Борис с любопытством разглядывал этот миниатюрный стадион и умилялся при мысли, что здесь вместе с другими детьми играет, бегает и кричит его дочурка. Хотелось подойти поближе — осмотреть и качели, и горку, но он боялся, что его заметят, да и пора уже было возвращаться. Поскорее бы увидеть девочку! Но в городке почему-то никого не видно и не слышно.

Не вытерпев, Борис решил выяснить, почему дети до сих пор не выходят играть. Он прошел мимо бассейна к солнечному домику с колоннами, который издали казался просто сказочным. На открытую террасу вышла женщина в белом халате и, окинув его подозрительным взглядом, спросила довольно сердито:

— Что вам здесь нужно, товарищ?

— Дочь свою хочу увидеть, Валю.

Женщина раздраженно ответила:

— Отец нашей Вали — товарищ Манчев… А вы кто такой?

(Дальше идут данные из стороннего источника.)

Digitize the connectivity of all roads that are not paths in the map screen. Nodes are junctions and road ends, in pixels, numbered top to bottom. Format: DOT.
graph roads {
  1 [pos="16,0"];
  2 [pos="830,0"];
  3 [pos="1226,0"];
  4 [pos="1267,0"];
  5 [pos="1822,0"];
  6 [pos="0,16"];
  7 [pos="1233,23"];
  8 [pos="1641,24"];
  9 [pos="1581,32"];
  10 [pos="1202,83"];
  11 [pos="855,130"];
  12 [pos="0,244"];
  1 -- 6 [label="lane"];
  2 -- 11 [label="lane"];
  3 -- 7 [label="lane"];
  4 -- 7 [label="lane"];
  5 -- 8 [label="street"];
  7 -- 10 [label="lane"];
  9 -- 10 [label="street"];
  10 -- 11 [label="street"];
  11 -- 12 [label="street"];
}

— Как так? — вспыхнул Борис. — Я ее отец.

Женщина повернулась к нему спиной, скомкала тряпку и, начав протирать стекла, добавила:

— Ни разу вас тут не видела… А товарищ Манчев каждый день приходит.

Борис сел на каменную ступеньку и, помолчав с виноватым видом, рассказал уборщице свою печальную историю. Женщина выслушала его не без любопытства и, смягчившись, доверительно сообщила, что дети ушли на Папоротниковую поляну, вернутся к обеду, а потом будут отдыхать в кроватках.

Борис сердечно поблагодарил добрую женщину и поспешил на поляну. Дети, как сказал ему лесничий, ушли к речке за луговыми цветами. Борис кинулся на луг, но и там не застал ребят. Они перешли через деревянный мостик и прошли обратно по другому берегу речушки. Так объяснили ему встречные лесорубы. Борис бродил по тропинкам, взбираясь на пригорки, осматривал зеленые поляны — детей нигде не было, они будто нарочно прятались от него. Вернувшись к главному входу, он узнал от сторожа, что малыши, выстроенные попарно, длинной колонной только что вошли на территорию. Борис снял фуражку и вытер вспотевшее лицо. В это время из-за ограды донеслась радостная песенка маленьких туристов, возвратившихся из долгого похода. И Борису невольно вспомнились слова незнакомой женщины, смысл которых показался ему сейчас еще страшнее: «Отец нашей Вали — товарищ Манчев… А вы кто такой?» И тоска по ребенку сильней защемила сердце.